### Task
The answer should consist of the records below, repeated exactly, and no pictures.

### Exercise data
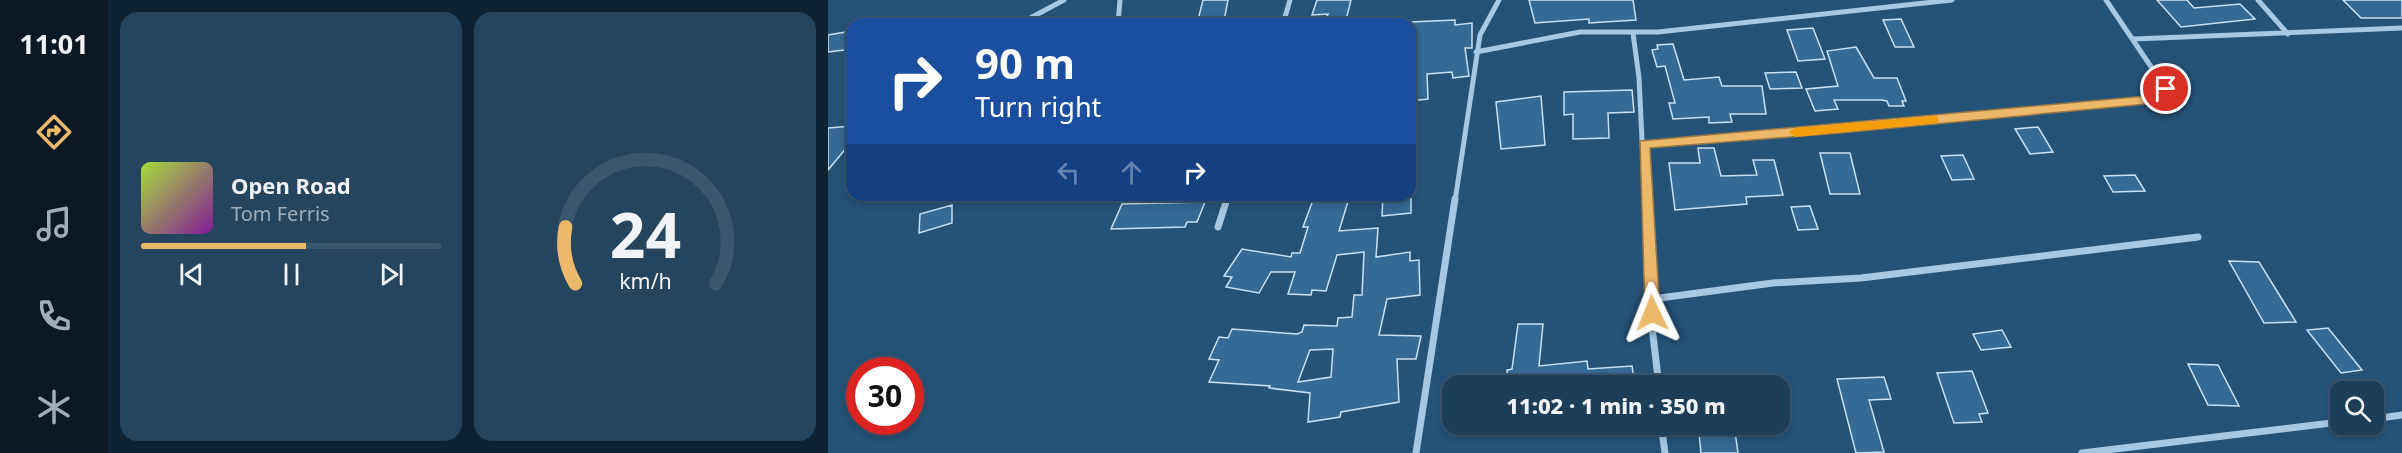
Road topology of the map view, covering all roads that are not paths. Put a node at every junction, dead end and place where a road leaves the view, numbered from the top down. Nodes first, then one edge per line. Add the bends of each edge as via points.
1 (1064, 0) edge
2 (1120, 0) edge
3 (1290, 0) edge
4 (1499, 0) edge
5 (1952, 0) edge
6 (2106, 0) edge
7 (2259, 0) edge
8 (1030, 18) edge
9 (1118, 18) edge
10 (1285, 18) edge
11 (2402, 28) edge
12 (1633, 33) junction
13 (2288, 34) junction
14 (2134, 39) junction
15 (1476, 52) junction
16 (1644, 144) junction
17 (1227, 201) edge
18 (1218, 228) dead end
19 (2198, 237) dead end
20 (1652, 298) junction
21 (1658, 375) edge
22 (2402, 415) edge
23 (2384, 417) edge
24 (2330, 423) edge
25 (1663, 435) edge
26 (1416, 453) edge
27 (1665, 453) edge
28 (2082, 453) edge

1 - 8 street
2 - 9 street
3 - 10 street
4 - 15 street via 1480,34
5 - 12 street
6 - 14 street
7 - 13 street
11 - 13 street
12 - 15 street via 1580,32
12 - 16 street
13 - 14 street
14 - 16 street via 2166,89 2164,94 2147,100
15 - 26 street
16 - 20 street
17 - 18 street
19 - 20 street via 1861,278 1773,283
20 - 21 street
22 - 23 street
24 - 28 street
25 - 27 street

### Solution to the problem
Road topology of the map view, covering all roads that are not paths. Put a node at every junction, dead end and place where a road leaves the view, numbered from the top down. Nodes first, then one edge per line. Add the bends of each edge as via points.
1 (1064, 0) edge
2 (1120, 0) edge
3 (1290, 0) edge
4 (1499, 0) edge
5 (1952, 0) edge
6 (2106, 0) edge
7 (2259, 0) edge
8 (1030, 18) edge
9 (1118, 18) edge
10 (1285, 18) edge
11 (2402, 28) edge
12 (1633, 33) junction
13 (2288, 34) junction
14 (2134, 39) junction
15 (1476, 52) junction
16 (1644, 144) junction
17 (1227, 201) edge
18 (1218, 228) dead end
19 (2198, 237) dead end
20 (1652, 298) junction
21 (1658, 375) edge
22 (2402, 415) edge
23 (2384, 417) edge
24 (2330, 423) edge
25 (1663, 435) edge
26 (1416, 453) edge
27 (1665, 453) edge
28 (2082, 453) edge

1 - 8 street
2 - 9 street
3 - 10 street
4 - 15 street via 1480,34
5 - 12 street
6 - 14 street
7 - 13 street
11 - 13 street
12 - 15 street via 1580,32
12 - 16 street
13 - 14 street
14 - 16 street via 2166,89 2164,94 2147,100
15 - 26 street
16 - 20 street
17 - 18 street
19 - 20 street via 1861,278 1773,283
20 - 21 street
22 - 23 street
24 - 28 street
25 - 27 street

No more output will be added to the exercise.